Don’t meet a new person and wonder, “How can this person be of use to me?” Instead, try to remember, “I get to share this right-here-and-now-moment with this person.” Treat people as people, not network threads. Ask questions that give them chances to share their stories, and as you listen, tell God thanks for the ways He’s working in their lives. There is no ordinary person on any continent. The person in front of you has a story worth hearing, opinions that will challenge yours, and maybe even some profound insights you need.

Take the bull by the horns

After complaining too many times that I (Chrissy) didn’t know anyone in the North American neighborhood we moved into a couple years ago, I finally figured out nobody but me was going to solve the problem.
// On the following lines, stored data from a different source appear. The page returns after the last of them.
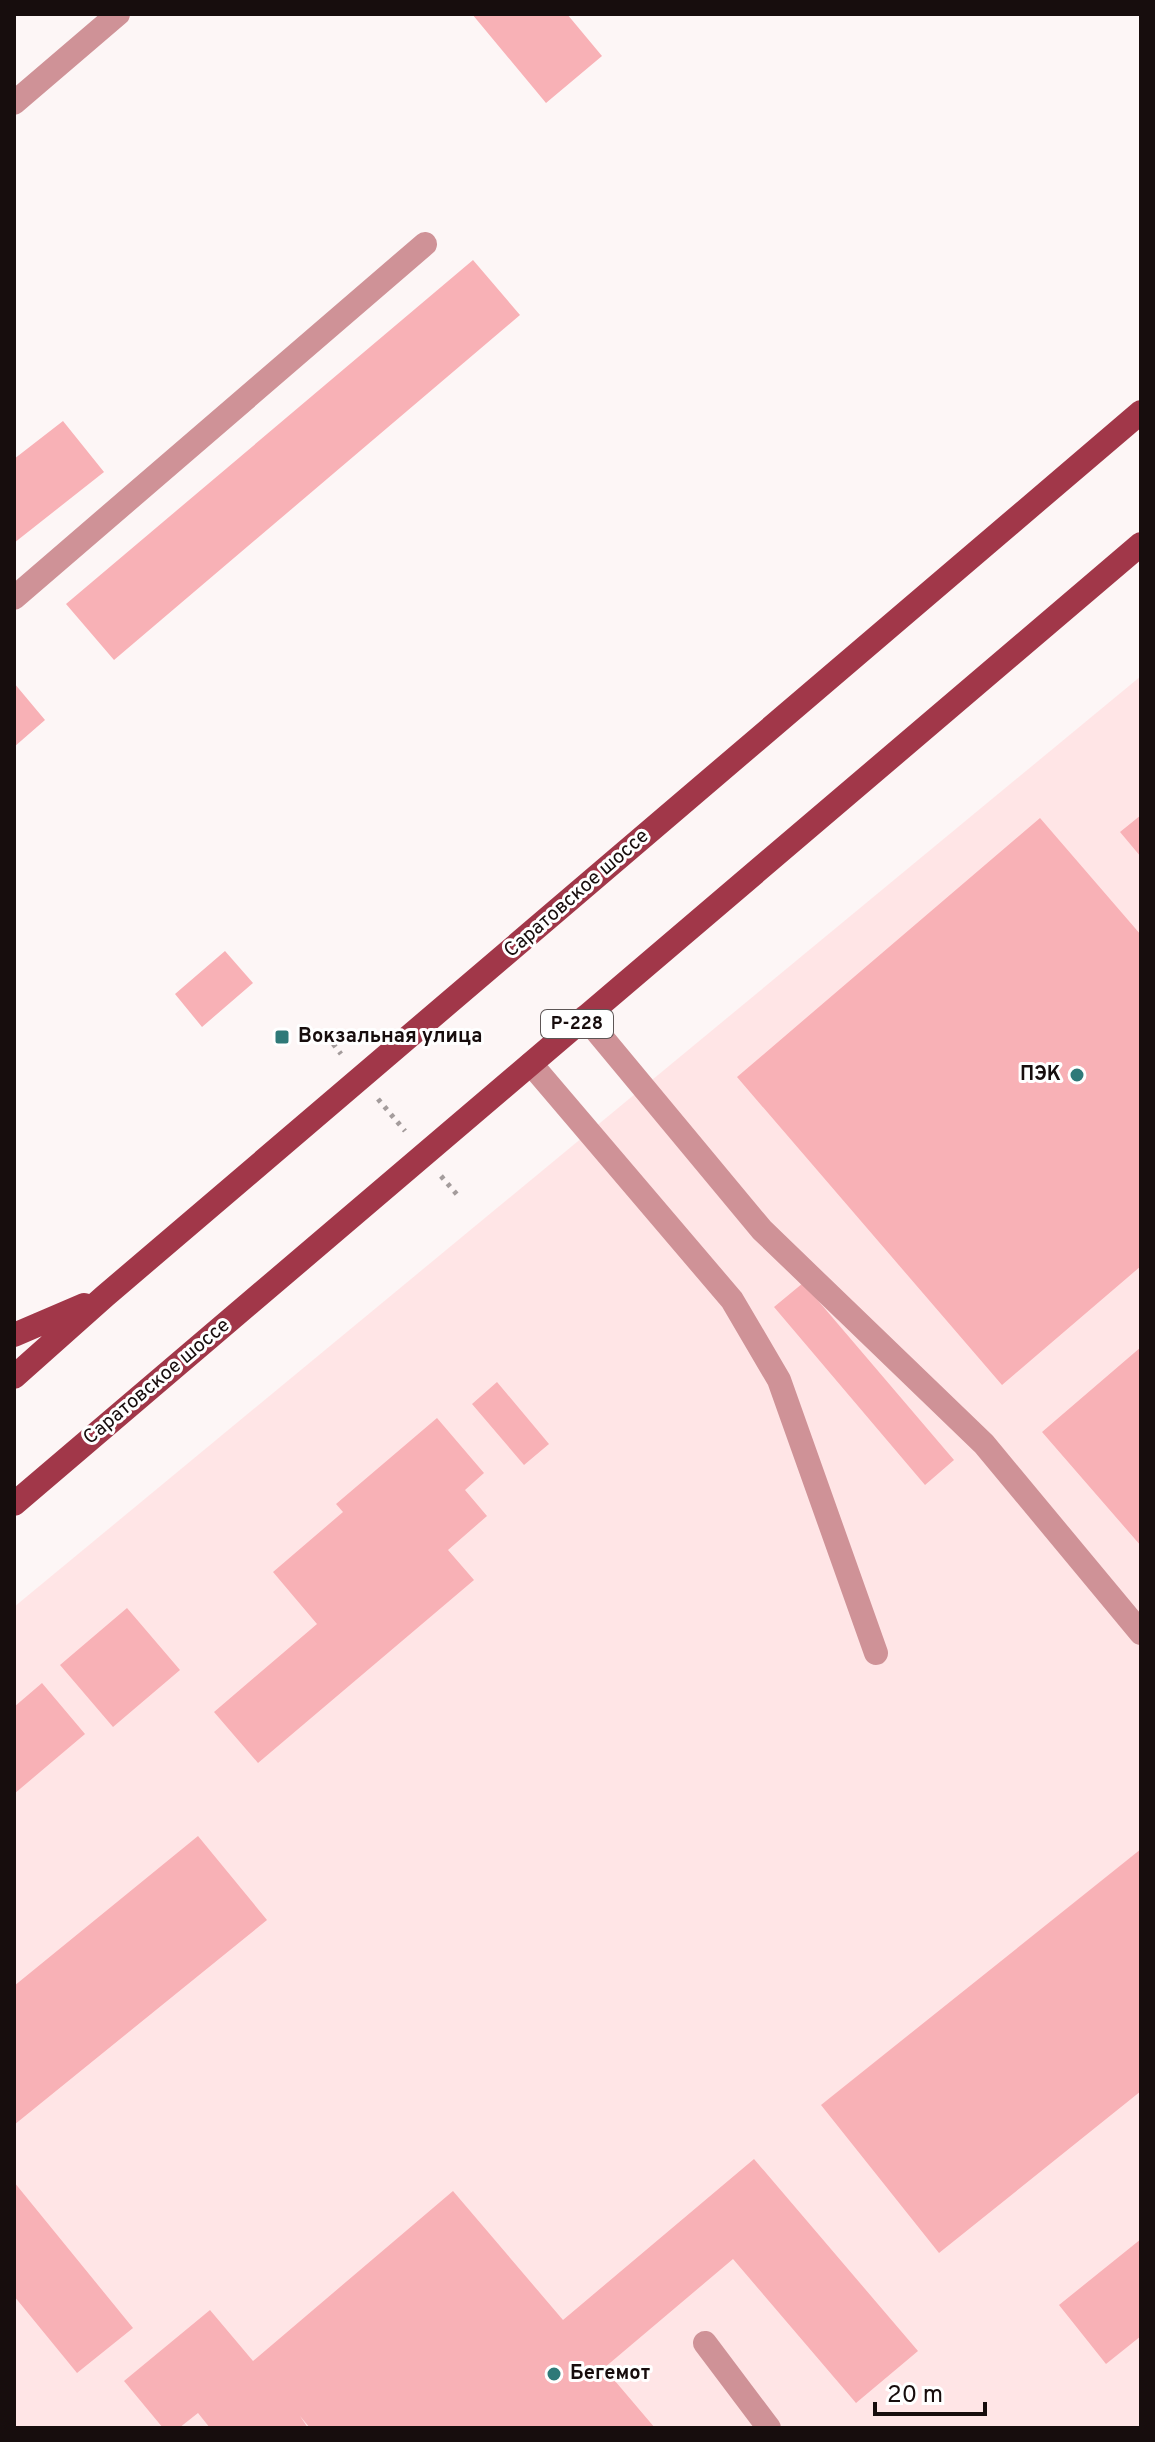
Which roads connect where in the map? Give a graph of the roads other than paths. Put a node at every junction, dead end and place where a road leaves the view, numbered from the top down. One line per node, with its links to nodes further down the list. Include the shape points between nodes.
1 (118, 14): 2 (lane)
2 (14, 103)
3 (425, 244): 6 (lane)
4 (1141, 412): 9 (main road, Саратовское шоссе)
5 (1141, 544): 7 (main road, Саратовское шоссе / Р-228)
6 (14, 598)
7 (585, 1017): 8 (main road, Саратовское шоссе / Р-228); 13 (lane, via 762,1230 984,1444)
8 (531, 1064): 12 (main road, Саратовское шоссе / Р-228); 14 (lane, via 732,1300 779,1380)
9 (105, 1296): 10 (main road); 11 (main road, Саратовское шоссе)
10 (14, 1335)
11 (14, 1377)
12 (14, 1504)
13 (1141, 1633)
14 (876, 1653)
15 (705, 2343): 16 (lane)
16 (769, 2428)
I got serious with God and started praying for one close friend and one tiny group of people I could have real conversations with at least once a month. It was a small start, but that’s where you’ve got to start. Then I took God seriously that He was going to answer that prayer and started making ways for it to happen. I brainstormed all the women I’d talked to in the last months about the lack of community in our lives and invited them all to the local Perkins restaurant. What started as sort of a “Lonely Ladies” support group is now, sure enough, a strong little community of friends a year later.

Be a quitter

Part of the reason community is hard to find is because people are so busy. Pick a couple favorite things, get fully involved in those, and quit the rest. Figure out the people you want to see more, and see them more—which, sad to say, probably means seeing some other people less. Most really close friendships don’t happen without seeing a person at least two times a week. Start with the people who live closest to you because that makes connecting with them easier. Don’t let your Facebook friends keep you from seeing the real faces of your friends.
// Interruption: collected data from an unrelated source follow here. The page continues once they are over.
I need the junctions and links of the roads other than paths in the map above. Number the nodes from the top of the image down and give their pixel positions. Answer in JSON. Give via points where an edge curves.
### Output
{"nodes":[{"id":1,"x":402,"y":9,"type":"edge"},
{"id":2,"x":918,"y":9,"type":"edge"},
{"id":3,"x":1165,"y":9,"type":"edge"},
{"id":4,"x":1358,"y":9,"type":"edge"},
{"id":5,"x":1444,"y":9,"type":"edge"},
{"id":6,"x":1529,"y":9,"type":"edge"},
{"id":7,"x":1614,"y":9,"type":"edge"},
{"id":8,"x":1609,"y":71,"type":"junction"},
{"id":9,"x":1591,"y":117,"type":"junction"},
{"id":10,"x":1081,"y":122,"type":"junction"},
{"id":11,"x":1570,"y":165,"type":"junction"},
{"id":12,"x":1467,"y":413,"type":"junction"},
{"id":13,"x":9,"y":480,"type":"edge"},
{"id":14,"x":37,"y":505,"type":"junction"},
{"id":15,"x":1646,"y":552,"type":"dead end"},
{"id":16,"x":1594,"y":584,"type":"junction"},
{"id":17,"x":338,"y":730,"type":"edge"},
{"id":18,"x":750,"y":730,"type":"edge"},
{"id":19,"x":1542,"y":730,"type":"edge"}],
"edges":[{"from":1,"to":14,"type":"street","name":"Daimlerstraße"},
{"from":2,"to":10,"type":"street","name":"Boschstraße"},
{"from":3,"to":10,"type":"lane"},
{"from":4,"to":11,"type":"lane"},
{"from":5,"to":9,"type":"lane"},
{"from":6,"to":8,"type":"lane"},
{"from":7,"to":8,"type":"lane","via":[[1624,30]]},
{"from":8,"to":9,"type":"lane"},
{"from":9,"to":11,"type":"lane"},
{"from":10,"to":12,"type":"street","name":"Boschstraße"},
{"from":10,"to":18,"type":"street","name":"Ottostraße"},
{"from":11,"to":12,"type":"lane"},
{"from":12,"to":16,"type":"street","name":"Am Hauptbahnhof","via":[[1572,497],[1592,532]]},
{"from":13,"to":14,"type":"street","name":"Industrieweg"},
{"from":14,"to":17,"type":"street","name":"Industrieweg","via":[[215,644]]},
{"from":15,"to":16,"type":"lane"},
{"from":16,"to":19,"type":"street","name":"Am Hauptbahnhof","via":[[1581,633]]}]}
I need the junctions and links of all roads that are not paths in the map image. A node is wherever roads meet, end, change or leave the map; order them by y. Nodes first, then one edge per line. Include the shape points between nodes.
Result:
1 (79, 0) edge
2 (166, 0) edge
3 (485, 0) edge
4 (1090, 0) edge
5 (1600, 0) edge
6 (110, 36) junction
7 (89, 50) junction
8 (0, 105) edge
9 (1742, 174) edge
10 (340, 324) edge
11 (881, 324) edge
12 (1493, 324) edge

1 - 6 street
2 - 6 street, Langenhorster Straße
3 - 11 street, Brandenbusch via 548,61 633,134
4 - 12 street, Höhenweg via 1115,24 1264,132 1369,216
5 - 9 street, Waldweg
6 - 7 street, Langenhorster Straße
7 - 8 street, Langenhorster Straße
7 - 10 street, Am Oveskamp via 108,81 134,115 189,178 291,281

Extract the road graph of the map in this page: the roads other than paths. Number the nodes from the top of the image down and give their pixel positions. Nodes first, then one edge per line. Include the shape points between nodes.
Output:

Get to know people not like you

You might think it’s easiest to form community with those most similar to us, but if you happen to be busy, middle-class white people like us, you might also find that most people like us are lousy at community. That doesn’t mean people from different backgrounds than us are automatically good at community, but we do need people who are different from us in our lives. This means meeting families with kids if you don’t have kids and meeting singles if you do. It could mean pulling out your high school Spanish to strike up a conversation with a neighbor or helping an older woman carry her groceries across the street (seriously). Or, if you didn’t grow up in small town, Nordic, Midwest families where people greet each other by saying “Hey der” and make Tater Tot green bean casseroles for potlucks after church like we did, maybe the way to meet people not like you is just to make a casserole and invite them over.

And if all else fails, give us a shout and we’ll bring over a bucket of squash for your Zuke Fest. Seriously. We have way too much.